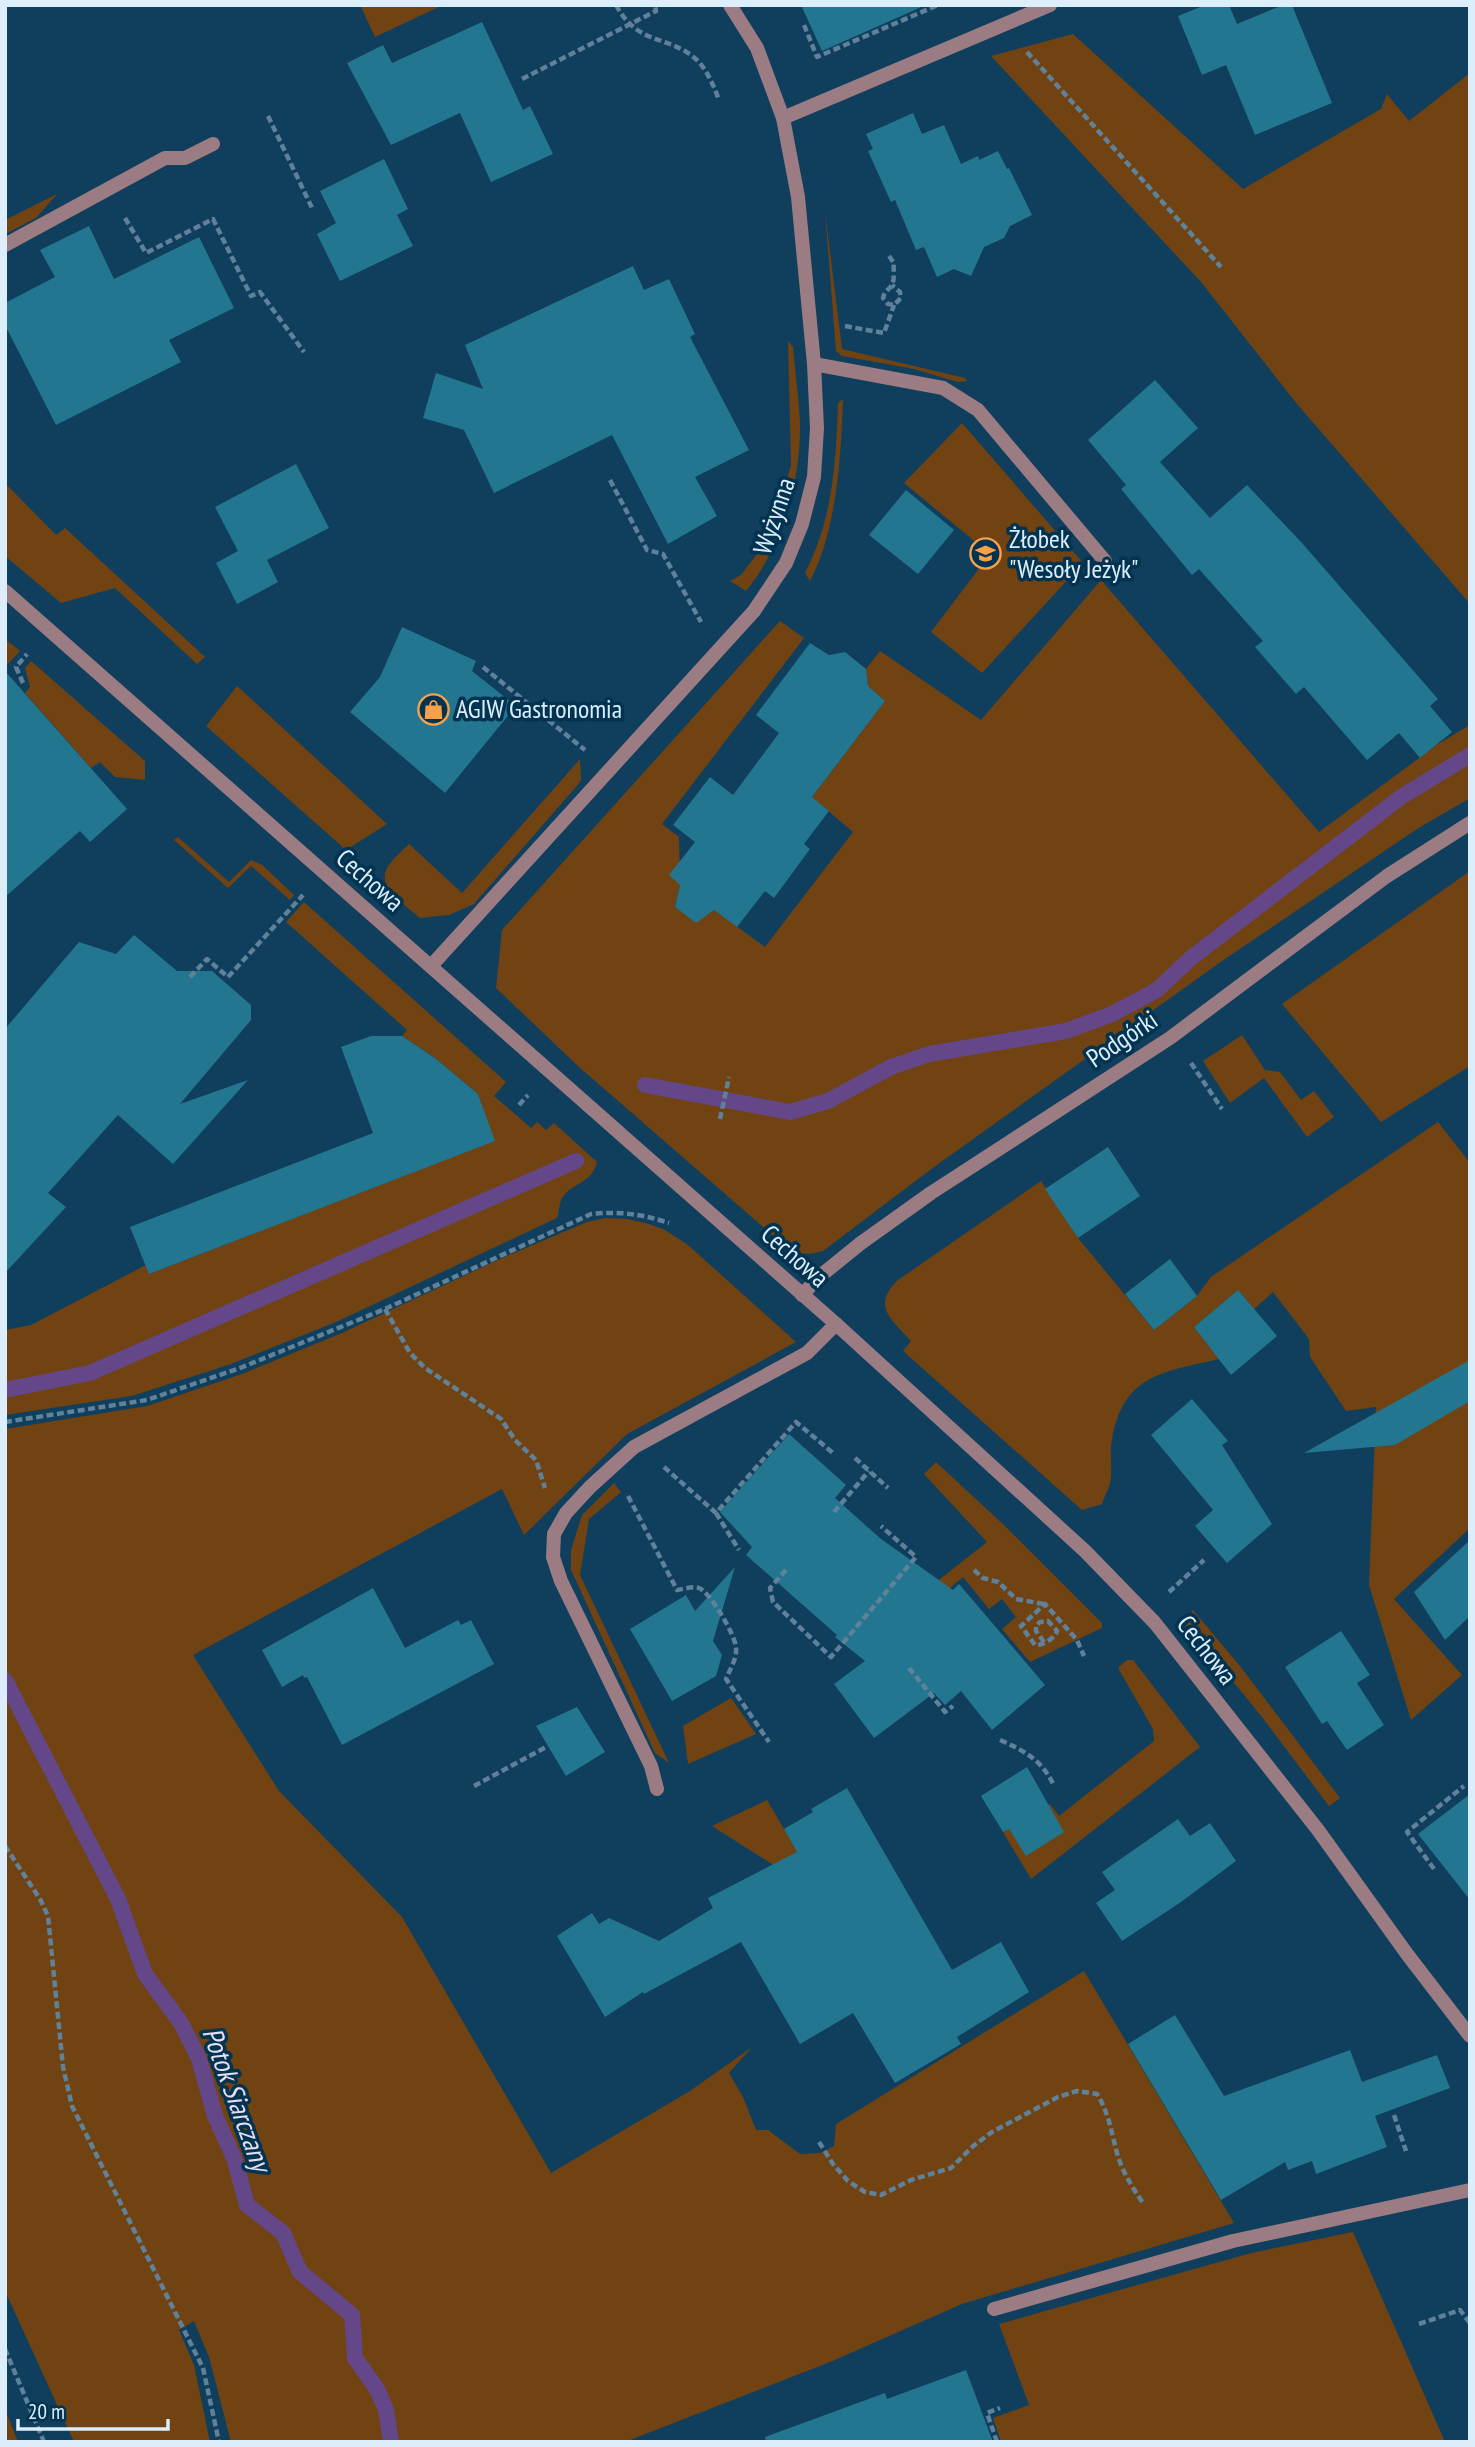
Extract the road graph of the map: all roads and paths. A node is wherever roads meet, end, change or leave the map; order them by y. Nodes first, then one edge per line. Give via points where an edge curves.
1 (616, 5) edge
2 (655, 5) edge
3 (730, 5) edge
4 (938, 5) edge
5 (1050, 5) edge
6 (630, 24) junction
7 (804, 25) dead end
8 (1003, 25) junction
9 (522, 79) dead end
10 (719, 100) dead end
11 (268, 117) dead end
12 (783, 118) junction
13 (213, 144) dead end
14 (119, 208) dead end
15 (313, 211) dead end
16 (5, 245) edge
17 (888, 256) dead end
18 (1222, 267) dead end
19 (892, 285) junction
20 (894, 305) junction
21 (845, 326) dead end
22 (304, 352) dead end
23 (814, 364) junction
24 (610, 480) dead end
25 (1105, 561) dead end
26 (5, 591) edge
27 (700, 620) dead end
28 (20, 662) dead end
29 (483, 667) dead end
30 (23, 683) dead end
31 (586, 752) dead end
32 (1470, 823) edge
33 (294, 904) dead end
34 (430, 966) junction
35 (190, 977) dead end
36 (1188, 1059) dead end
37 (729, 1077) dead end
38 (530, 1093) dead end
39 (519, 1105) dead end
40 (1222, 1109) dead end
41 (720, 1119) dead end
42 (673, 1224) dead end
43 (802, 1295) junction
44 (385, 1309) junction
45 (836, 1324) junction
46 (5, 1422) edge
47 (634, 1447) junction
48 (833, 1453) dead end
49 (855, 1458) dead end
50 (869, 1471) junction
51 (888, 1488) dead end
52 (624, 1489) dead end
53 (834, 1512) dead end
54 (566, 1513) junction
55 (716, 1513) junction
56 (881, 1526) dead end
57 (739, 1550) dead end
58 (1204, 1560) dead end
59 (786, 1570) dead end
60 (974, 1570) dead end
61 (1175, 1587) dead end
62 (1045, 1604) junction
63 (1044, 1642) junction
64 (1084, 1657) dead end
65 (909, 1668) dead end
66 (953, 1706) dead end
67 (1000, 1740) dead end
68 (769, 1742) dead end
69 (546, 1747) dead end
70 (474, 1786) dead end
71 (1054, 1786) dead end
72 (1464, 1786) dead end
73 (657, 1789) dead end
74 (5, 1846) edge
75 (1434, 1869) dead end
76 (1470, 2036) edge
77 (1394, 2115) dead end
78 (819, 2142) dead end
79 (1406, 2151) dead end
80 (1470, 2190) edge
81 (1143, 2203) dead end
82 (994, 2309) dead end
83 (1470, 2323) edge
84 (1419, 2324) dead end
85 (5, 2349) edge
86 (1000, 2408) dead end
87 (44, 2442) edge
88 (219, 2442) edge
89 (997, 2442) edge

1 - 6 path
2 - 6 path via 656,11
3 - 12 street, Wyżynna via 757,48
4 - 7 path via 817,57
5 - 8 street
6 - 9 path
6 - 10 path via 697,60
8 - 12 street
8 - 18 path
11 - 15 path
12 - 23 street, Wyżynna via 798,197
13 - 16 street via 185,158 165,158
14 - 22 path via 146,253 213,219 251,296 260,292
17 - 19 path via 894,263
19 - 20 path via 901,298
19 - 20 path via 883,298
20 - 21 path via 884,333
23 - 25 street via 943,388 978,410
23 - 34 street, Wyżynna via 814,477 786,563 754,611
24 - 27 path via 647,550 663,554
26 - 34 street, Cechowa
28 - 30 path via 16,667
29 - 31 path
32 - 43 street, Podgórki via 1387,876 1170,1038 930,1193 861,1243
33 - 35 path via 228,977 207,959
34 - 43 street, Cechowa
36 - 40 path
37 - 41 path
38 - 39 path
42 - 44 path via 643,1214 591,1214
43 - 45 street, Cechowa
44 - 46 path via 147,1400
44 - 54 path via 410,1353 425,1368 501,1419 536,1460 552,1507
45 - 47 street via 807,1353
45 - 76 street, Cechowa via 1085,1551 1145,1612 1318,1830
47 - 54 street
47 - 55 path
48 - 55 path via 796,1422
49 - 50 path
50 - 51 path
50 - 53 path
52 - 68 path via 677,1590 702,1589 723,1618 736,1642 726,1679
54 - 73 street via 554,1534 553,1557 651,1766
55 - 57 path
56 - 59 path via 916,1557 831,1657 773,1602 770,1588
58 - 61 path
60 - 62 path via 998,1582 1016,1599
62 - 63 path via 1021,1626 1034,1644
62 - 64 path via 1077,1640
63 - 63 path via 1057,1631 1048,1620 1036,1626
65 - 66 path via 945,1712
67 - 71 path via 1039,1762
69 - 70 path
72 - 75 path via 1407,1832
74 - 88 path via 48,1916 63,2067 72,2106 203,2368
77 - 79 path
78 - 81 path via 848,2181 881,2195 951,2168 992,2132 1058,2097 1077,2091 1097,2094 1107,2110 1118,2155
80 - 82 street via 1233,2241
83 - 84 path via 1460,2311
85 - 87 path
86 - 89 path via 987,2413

**Required work:** What belongs in the answer is each line from the listing above that contains "Cechowa".

**Finished exercise:**
26 - 34 street, Cechowa
34 - 43 street, Cechowa
43 - 45 street, Cechowa
45 - 76 street, Cechowa via 1085,1551 1145,1612 1318,1830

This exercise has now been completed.